Взаимодействие саргатского населения с жителями лесной зоны Притоболья и бассейна Туры изучено слабо. Следствием его явилось оформление в южной части лесной полосы этого региона особой смешанной группы населения, характеризуемой памятниками кашинского типа (три городища и три селища) (Викторова В.Д.
, 1969, с. 10). Сосуды с памятников кашинского типа по форме близки саргатским, но, в отличие от резной орнаментации саргатской культуры, украшены оттисками крупнозубого гребенчатого штампа, характерного для декора посуды лесной полосы. Узоры, расположенные по наружному краю венчика, шейке и плечикам, образуют вертикальные столбики, зигзаги, заключенные между горизонтальными линиями, свисающие треугольники, подобные саргатским. Керамика кашинского типа встречена также вместе с типичной саргатской на ряде поселений по Тоболу и Исети в северной части саргатского ареала (карта 20).
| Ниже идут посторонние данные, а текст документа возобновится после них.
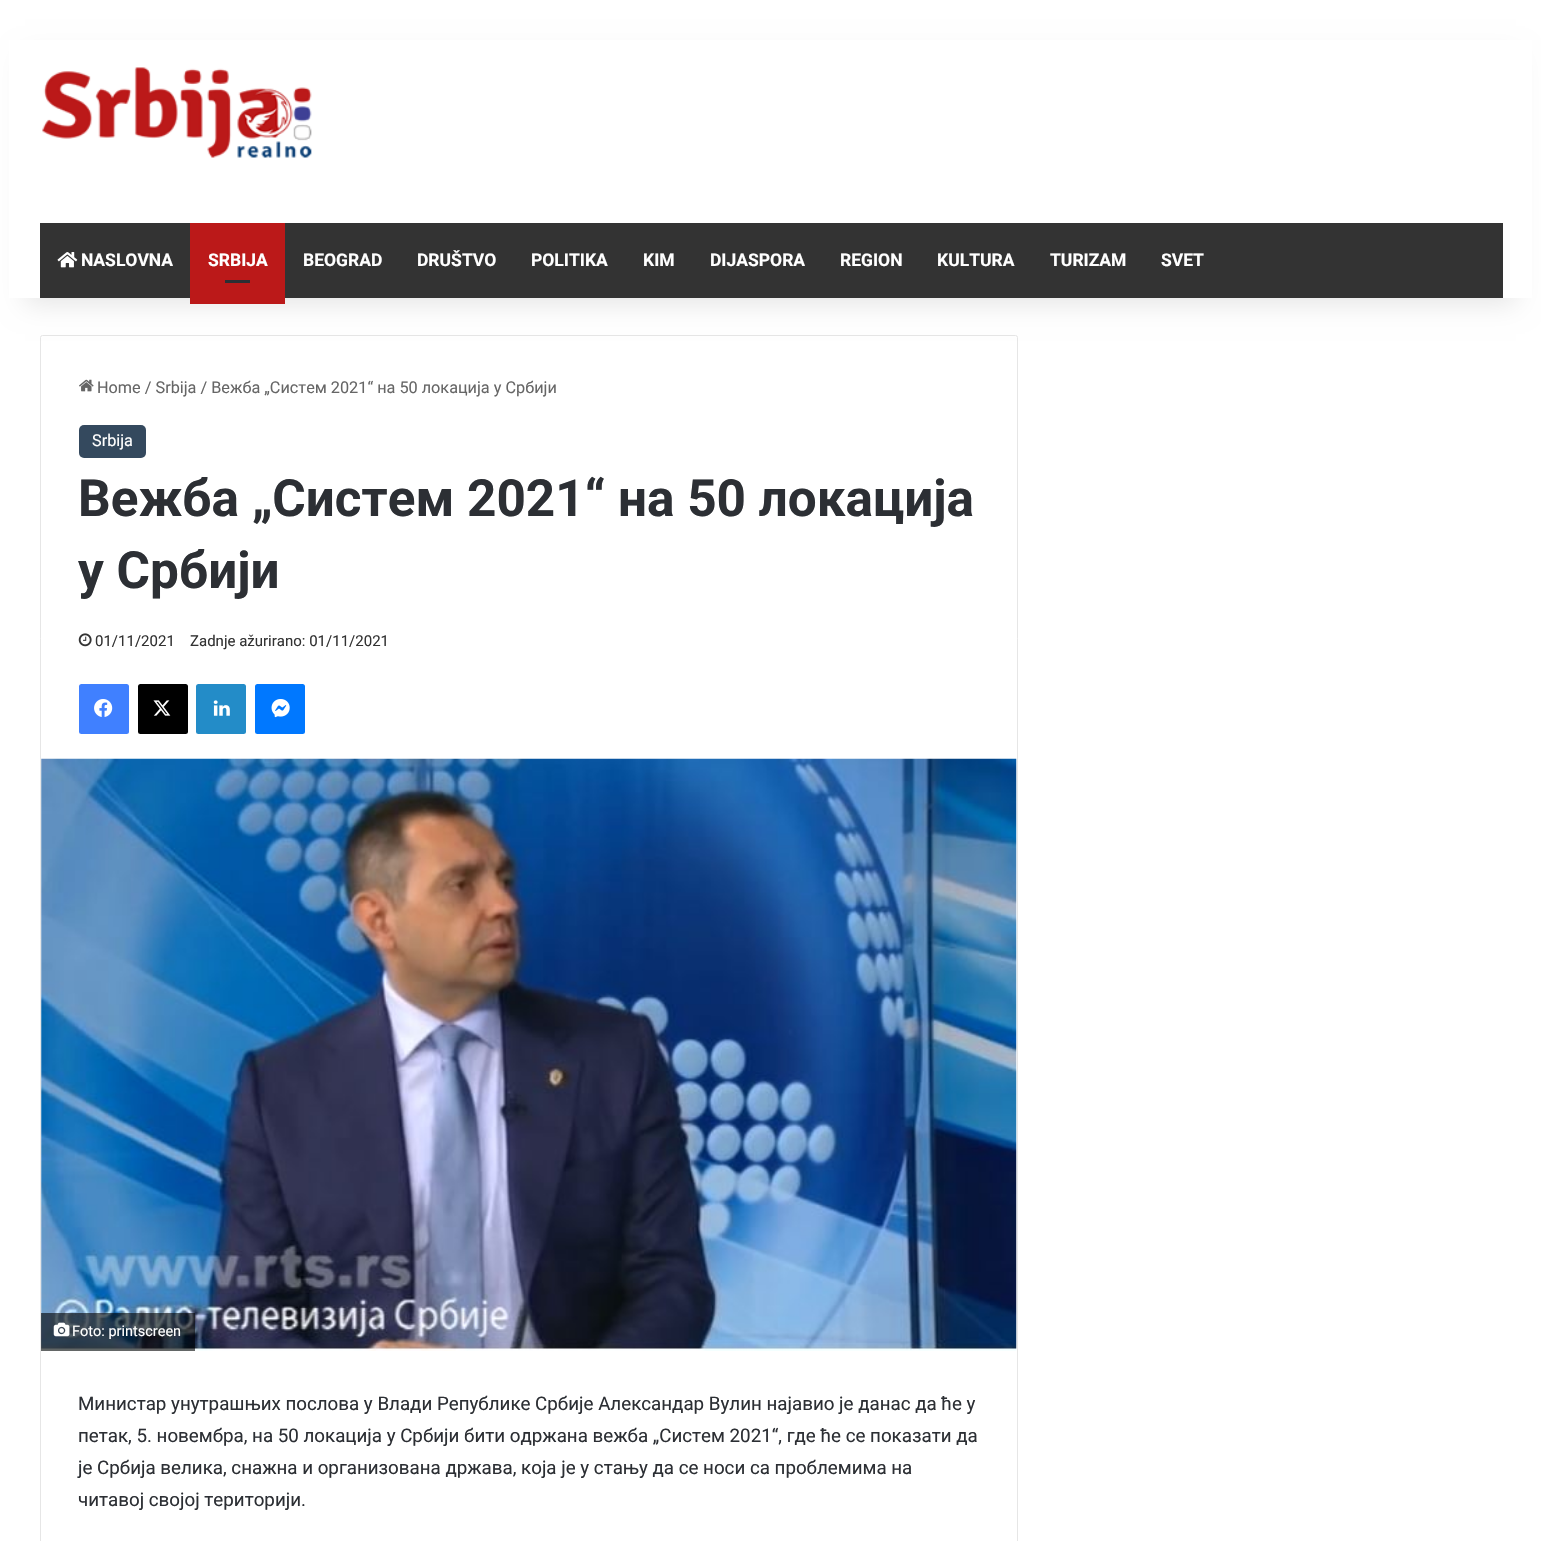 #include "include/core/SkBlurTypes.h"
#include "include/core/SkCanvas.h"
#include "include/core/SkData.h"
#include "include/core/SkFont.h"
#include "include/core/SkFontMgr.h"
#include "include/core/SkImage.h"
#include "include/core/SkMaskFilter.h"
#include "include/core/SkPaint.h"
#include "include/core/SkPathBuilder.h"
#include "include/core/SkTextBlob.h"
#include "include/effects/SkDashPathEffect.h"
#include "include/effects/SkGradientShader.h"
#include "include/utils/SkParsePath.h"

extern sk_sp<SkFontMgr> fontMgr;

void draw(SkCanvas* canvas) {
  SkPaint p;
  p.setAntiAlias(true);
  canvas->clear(SK_ColorWHITE);
  p.setStyle(SkPaint::kStroke_Style);
  p.setStrokeWidth(1);
  p.setColor(SkColorSetRGB(230, 230, 230));
  canvas->drawRoundRect(SkRect::MakeLTRB(40.5f, 335.5f, 1017.5f, 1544.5f), 2, 2, p);
  p.setStyle(SkPaint::kFill_Style);
  p.setColor(SkColorSetARGB(26, 0, 0, 0));
  p.setMaskFilter(SkMaskFilter::MakeBlur(kNormal_SkBlurStyle, 12.5f));
  canvas->drawRect(SkRect::MakeLTRB(25, 56, 1516, 304), p);
  p.setMaskFilter(nullptr);
  p.setColor(SK_ColorWHITE);
  canvas->drawRect(SkRect::MakeLTRB(9, 40, 1532, 298), p);
  canvas->drawImageRect(SkImages::DeferredFromEncodedData(SkData::MakeFromFileName("images/1.png")), SkRect::MakeLTRB(42, 67, 312, 158), SkSamplingOptions());
  p.setColor(SkColorSetRGB(51, 51, 51));
  canvas->drawRect(SkRect::MakeLTRB(40, 223, 1503, 298), p);
  canvas->drawImageRect(SkImages::DeferredFromEncodedData(SkData::MakeFromFileName("images/2.png")), SkRect::MakeLTRB(57, 252, 78, 268), SkSamplingOptions());
  p.setColor(SkColorSetRGB(187, 25, 25));
  canvas->drawRect(SkRect::MakeLTRB(190, 223, 285, 304), p);
  p.setColor(SkColorSetRGB(44, 47, 52));
  canvas->drawRect(SkRect::MakeLTRB(225, 280, 250, 283), p);
  canvas->drawImageRect(SkImages::DeferredFromEncodedData(SkData::MakeFromFileName("images/3.png")), SkRect::MakeLTRB(79, 379, 94, 392), SkSamplingOptions());
  p.setColor(SkColorSetRGB(52, 73, 94));
  canvas->drawRoundRect(SkRect::MakeLTRB(79, 425, 146, 458), 5, 5, p);
  canvas->drawImageRect(SkImages::DeferredFromEncodedData(SkData::MakeFromFileName("images/4.png")), SkRect::MakeLTRB(78, 633, 92, 647), SkSamplingOptions());
  p.setColor(SkColorSetRGB(64, 128, 255));
  canvas->drawRoundRect(SkRect::MakeLTRB(79, 684, 129, 734), 2.5f, 2.5f, p);
  canvas->drawImageRect(SkImages::DeferredFromEncodedData(SkData::MakeFromFileName("images/5.png")), SkRect::MakeLTRB(94, 699, 113, 717), SkSamplingOptions());
  p.setColor(SK_ColorBLACK);
  canvas->drawRoundRect(SkRect::MakeLTRB(138, 684, 188, 734), 2.5f, 2.5f, p);
  canvas->drawImageRect(SkImages::DeferredFromEncodedData(SkData::MakeFromFileName("images/6.png")), SkRect::MakeLTRB(153, 700, 171, 716), SkSamplingOptions());
  p.setColor(SkColorSetRGB(35, 140, 200));
  canvas->drawRoundRect(SkRect::MakeLTRB(196, 684, 246, 734), 2.5f, 2.5f, p);
  canvas->drawImageRect(SkImages::DeferredFromEncodedData(SkData::MakeFromFileName("images/7.png")), SkRect::MakeLTRB(213, 700, 230, 716), SkSamplingOptions());
  p.setColor(SkColorSetRGB(0, 120, 255));
  canvas->drawRoundRect(SkRect::MakeLTRB(255, 684, 305, 734), 2.5f, 2.5f, p);
  canvas->drawImageRect(SkImages::DeferredFromEncodedData(SkData::MakeFromFileName("images/8.png")), SkRect::MakeLTRB(271, 699, 290, 718), SkSamplingOptions());
  canvas->drawImageRect(SkImages::DeferredFromEncodedData(SkData::MakeFromFileName("images/9.png")), SkRect::MakeLTRB(41, 758, 1017, 1351), SkSamplingOptions());
  p.setColor(SkColorSetARGB(153, 0, 0, 0));
  canvas->drawRect(SkRect::MakeLTRB(41, 1313, 195, 1351), p);
  canvas->drawImageRect(SkImages::DeferredFromEncodedData(SkData::MakeFromFileName("images/10.png")), SkRect::MakeLTRB(53, 1322, 70, 1337), SkSamplingOptions());
  SkFont font1(fontMgr->matchFamilyStyle("Roboto", SkFontStyle::Bold()), 17.5f);
  font1.setSubpixel(true);
  p.setColor(SK_ColorWHITE);
  canvas->drawString("NASLOVNA", 81, 266, font1, p);
  canvas->drawString("SRBIJA", 208, 266, font1, p);
  canvas->drawString("BEOGRAD", 303, 266, font1, p);
  canvas->drawString("DRUŠTVO", 417, 266, font1, p);
  canvas->drawString("POLITIKA", 531, 266, font1, p);
  canvas->drawString("KIM", 643, 266, font1, p);
  canvas->drawString("DIJASPORA", 710, 266, font1, p);
  canvas->drawString("REGION", 840, 266, font1, p);
  canvas->drawString("KULTURA", 937, 266, font1, p);
  canvas->drawString("TURIZAM", 1050, 266, font1, p);
  canvas->drawString("SVET", 1161, 266, font1, p);
  SkFont font2(fontMgr->matchFamilyStyle("Roboto", SkFontStyle::Normal()), 16.25f);
  font2.setSubpixel(true);
  p.setColor(SkColorSetRGB(102, 102, 102));
  canvas->drawString("Home / Srbija / Вежба „Систем 2021“ на 50 локација у Србији", 97, 393, font2, p);
  p.setColor(SK_ColorWHITE);
  canvas->drawString("Srbija", 92, 446, font2, p);
  SkFont font3(fontMgr->matchFamilyStyle("Roboto", SkFontStyle::Bold()), 51.25f);
  font3.setSubpixel(true);
  p.setColor(SkColorSetRGB(44, 47, 52));
  canvas->drawString("Вежба „Систем 2021“ на 50 локација", 78, 516, font3, p);
  canvas->drawString("у Србији", 78, 588, font3, p);
  SkFont font4(fontMgr->matchFamilyStyle("Roboto", SkFontStyle::Normal()), 15);
  font4.setSubpixel(true);
  p.setColor(SkColorSetRGB(51, 51, 51));
  canvas->drawString("01/11/2021", 95, 646, font4, p);
  canvas->drawString("Zadnje ažurirano: 01/11/2021", 190, 646, font4, p);
  SkFont font5(fontMgr->matchFamilyStyle("Roboto", SkFontStyle::Normal()), 14.5f);
  font5.setSubpixel(true);
  p.setColor(SK_ColorWHITE);
  canvas->drawString("Foto: printscreen", 72, 1336, font5, p);
  SkFont font6(fontMgr->matchFamilyStyle("Roboto", SkFontStyle::Normal()), 18.75f);
  font6.setSubpixel(true);
  p.setColor(SkColorSetRGB(44, 47, 52));
  canvas->drawString("Министар унутрашњих послова у Влади Републике Србије Александар Вулин најавио је данас да ће у", 78, 1410, font6, p);
  canvas->drawString("петак, 5. новембра, на 50 локација у Србији бити одржана вежба „Систем 2021“, где ће се показати да", 78, 1442, font6, p);
  canvas->drawString("је Србија велика, снажна и организована држава, која је у стању да се носи са проблемима на", 78, 1474, font6, p);
  canvas->drawString("читавој својој територији.", 78, 1506, font6, p);
}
На Юдинском городище и Кашинском селище открыты подобные саргатским остатки прямоугольных полуземлянок с длинным коридорообразным выходом и устроенным в центре на небольшом возвышении очагом с канавками с двух сторон. Перекрытие жилищ опиралось на центральные столбы. Сложение кашинской этнической группы было обусловлено смешением саргатского и лесного населения в зоне их контакта, на юге лесной зоны Тоболо-Туринского района. В свою очередь влияние кашинского населения простиралось до юго-западной периферии усть-полуйской культуры в бассейне Тавды, где керамика фиксирует присутствие кашинского этнического компонента (Викторова В.Д., 1969, с. 11).На юго-востоке ареала, в Барабинской лесостепи, саргатское население проживало в непосредственном соседстве с населением большереченской культуры. Раннее саргатское поселение Туруновка 4 (V–III вв. до н. э.) находилось рядом с поселением бийского этапа большереченской культуры Туруновка 5, а в жилище 2 большереченского поселения Каргат 4 встречен комплекс саргатской керамики (Полосьмак Н.В.
, 1985, с. 14). Кроме того, большереченская керамика бийского этапа известна на ряде поселений (Горбуново I; Иткуль I и др.) (Мелодин В.И., 1983, с. 24) и в погребениях Барабы (ОАК за 1894 г., рис. 221). Постоянные контакты саргатского и большереченского населения приводят к сложению в Барабе локального района большереченской культуры, для которого, как и для «саргатцев», были характерны небольшая глубина могильных ям и северо-западная ориентировка погребенных, в отличие от господствующей в Верхнем Приобье юго-восточной и юго-западной. Жилища этого населения, подобно саргатским, имели коридорообразный выход и очаг типа чувала (Полосьмак Н.В., 1985, с. 14). Взаимодействие саргатского и большереченского населения в Центральной Барабе приводит в III–II вв. до н. э. к ассимиляции «саргатцами» большереченцев и частичному вытеснению последних со средней Оми. Об этом свидетельствует отсутствие здесь памятников последующего, березовского, этапа большереченской культуры при наличии саргатских. Отдельные небольшие группы и представители саргатского населения в результате брачных, военных и иных контактов проникают далее на юго-восток, в Верхнее Приобье, вплоть до предгорий Алтая, что фиксируется появлением в могильниках III–II вв. до н. э. этого региона саргатской керамики и погребений с северо-западной ориентировкой (карта 20, врезка) (Завитухина М.П., 1966б, с. 66, 67, рис. 5, 1; Троицкая Т.Н., 1981, с. 18). Возможно, под влиянием саргатской традиции на местной керамике Верхнего Приобья в III–I вв. до н. э. распространяется орнаментация посуды резной «елочкой» и треугольными фестонами. Однако ареал саргатской культуры на Верхнее Приобье не простирался. В отличие от саргатской культуры, основные связи которой были направлены на юг и юго-запад, большереченскую культуру выделяют ее выраженные саяно-алтайские и минусинские контакты.Обменно-торговые восточные связи саргатского населения были, видимо, эпизодическими. С востока поступали главным образом изделия из металла, которым были богаты районы Саяно-Алтая. Геохимический состав бронзы котла из погребения 5 кургана 1 Богданова I указывает на его саяно-тувинское происхождение. С востока, возможно из Минусинской котловины, происходят бронзовая пряжка с изображением головы козла (Красноярский могильник; табл. 124, 51
), аналогичная найденной в Косогольском кладе (Нащекин Н.В., 1967, с. 164), и железный нож с кольчатой рукояткой (Богданово, курган 1; табл. 123, 25), типичный для тесинского переходного этапа (Пшеницына М.Н., 1975а, рис. 3, 17–21) и не характерный для саргатской культуры.